In [20]:
#### Import libraries:

import pandas as pd
import numpy as np 

In [2]:
#### Create final dataset of US team skiers' resort details: 

In [3]:
# Load first ski resorts details dataset 
Kaggle = pd.read_csv('path/to/ski_resorts_kaggle.csv')

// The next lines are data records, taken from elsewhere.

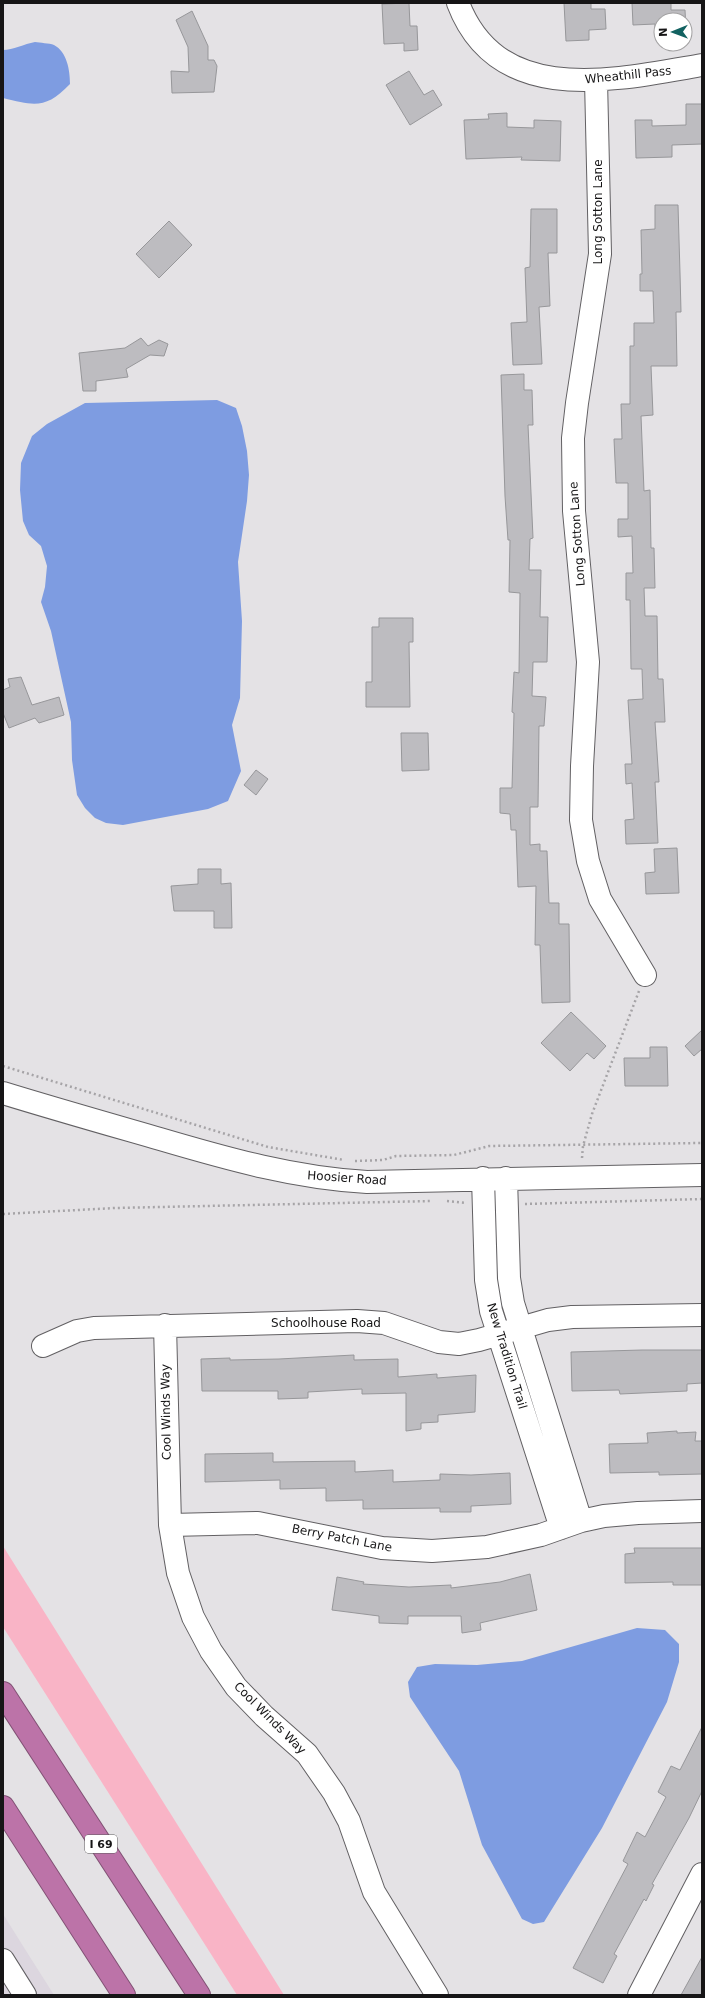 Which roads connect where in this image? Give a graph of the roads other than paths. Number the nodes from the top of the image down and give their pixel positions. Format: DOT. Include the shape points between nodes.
graph roads {
  1 [pos="458,3"];
  2 [pos="702,65"];
  3 [pos="596,80"];
  4 [pos="645,975"];
  5 [pos="3,1093"];
  6 [pos="702,1175"];
  7 [pos="483,1178"];
  8 [pos="506,1178"];
  9 [pos="702,1315"];
  10 [pos="165,1325"];
  11 [pos="520,1327"];
  12 [pos="499,1334"];
  13 [pos="43,1346"];
  14 [pos="702,1511"];
  15 [pos="581,1521"];
  16 [pos="170,1525"];
  17 [pos="561,1528"];
  18 [pos="3,1693"];
  19 [pos="3,1807"];
  20 [pos="702,1874"];
  21 [pos="3,1960"];
  22 [pos="25,1995"];
  23 [pos="124,1995"];
  24 [pos="199,1995"];
  25 [pos="437,1995"];
  26 [pos="639,1995"];
  1 -- 3 [label="street, Wheathill Pass" via="469,28 488,51 518,70 557,79"];
  2 -- 3 [label="street, Wheathill Pass"];
  3 -- 4 [label="street, Long Sotton Lane" via="600,254 576,403 573,438 574,511 588,662 581,820 588,861 600,899"];
  5 -- 7 [label="street, Hoosier Road" via="281,1172 366,1182"];
  6 -- 8 [label="street, Hoosier Road"];
  7 -- 8 [label="street, Hoosier Road"];
  7 -- 12 [label="street, New Tradition Trail" via="488,1292"];
  8 -- 11 [label="street, New Tradition Trail" via="509,1278"];
  9 -- 11 [label="street, Schoolhouse Road" via="572,1317"];
  10 -- 12 [label="street, Schoolhouse Road" via="373,1322 397,1326 449,1344"];
  10 -- 13 [label="street, Schoolhouse Road" via="94,1328 77,1331"];
  10 -- 16 [label="street, Cool Winds Way"];
  11 -- 12 [label="street, Schoolhouse Road"];
  11 -- 15 [label="street, New Tradition Trail"];
  12 -- 17 [label="street, New Tradition Trail"];
  14 -- 15 [label="street, Berry Patch Lane" via="638,1513"];
  15 -- 17 [label="street, Berry Patch Lane"];
  16 -- 17 [label="street, Berry Patch Lane" via="258,1523 382,1548 432,1551 487,1547"];
  16 -- 25 [label="street, Cool Winds Way" via="178,1573 201,1634 236,1687 307,1754 330,1787 348,1821 374,1892"];
  18 -- 24 [label="highway, I 69"];
  19 -- 23 [label="highway"];
  20 -- 26 [label="street"];
  21 -- 22 [label="street"];
}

# Rename 'name' to 'Resort' for consistency in merging
Kaggle.rename(columns={'name': 'Resort'}, inplace=True)  

In [4]:
# Standardize resort names in Kaggle dataset to match names in other datasets
Kaggle.loc[Kaggle['Resort'] == 'Copper Mountain Resort', 'Resort'] = 'Copper Mountain'
Kaggle.loc[Kaggle['Resort'] == 'Killington Resort', 'Resort'] = 'Killington'
Kaggle.loc[Kaggle['Resort'] == 'Sierra at Tahoe', 'Resort'] = 'Sierra-at-Tahoe'
Kaggle.loc[Kaggle['Resort'] == 'Winter Park', 'Resort'] = 'Winter Park Resort'

In [5]:
# Load pre-made dataset 
df = pd.read_csv('resortdata.csv') 

# Rename 'resort' to 'Resort' for consistency
df.rename(columns={'resort': 'Resort'}, inplace=True) 

In [6]:
# Standardize resort names in custom dataset to match names in Kaggle datasets
df.loc[df['Resort'] == 'Copper Mountain Resort', 'Resort'] = 'Copper Mountain'
df.loc[df['Resort'] == 'Killington Resort', 'Resort'] = 'Killington'
df.loc[df['Resort'] == 'Crested Butte Mountain Resort', 'Resort'] = 'Crested Butte'
df.loc[df['Resort'] == 'Vail Mountain, Beaver Creek Resort', 'Resort'] = 'Beaver Creek'
df.loc[df['Resort'] == 'Mammoth Mountain Ski Area', 'Resort'] = 'Mammoth Mountain'
df.loc[df['Resort'] == 'Telluride Ski & Golf Resort', 'Resort'] = 'Telluride'
df.loc[df['Resort'] == 'Park City Mountain Resort', 'Resort'] = 'Park City'
df.loc[df['Resort'] == 'Waterville Valley Resort', 'Resort'] = 'Waterville Valley'
df.loc[df['Resort'] == 'Mt. Bachelor LLC', 'Resort'] = 'Mt. Bachelor'
df.loc[df['Resort'] == 'Okemo Mountain Resort', 'Resort'] = 'Okemo'
df.loc[df['Resort'] == 'Vail Mountain', 'Resort'] = 'Vail'
df.loc[df['Resort'] == 'Squaw Valley / Alpine Meadows', 'Resort'] = 'Palisades Tahoe'

In [10]:
# Load second ski resorts details dataset (encoding to handle special characters in file)
Kaggle1 = pd.read_csv('path/to/ski_resorts_kaggle1.csv', encoding= 'ISO-8859-1') 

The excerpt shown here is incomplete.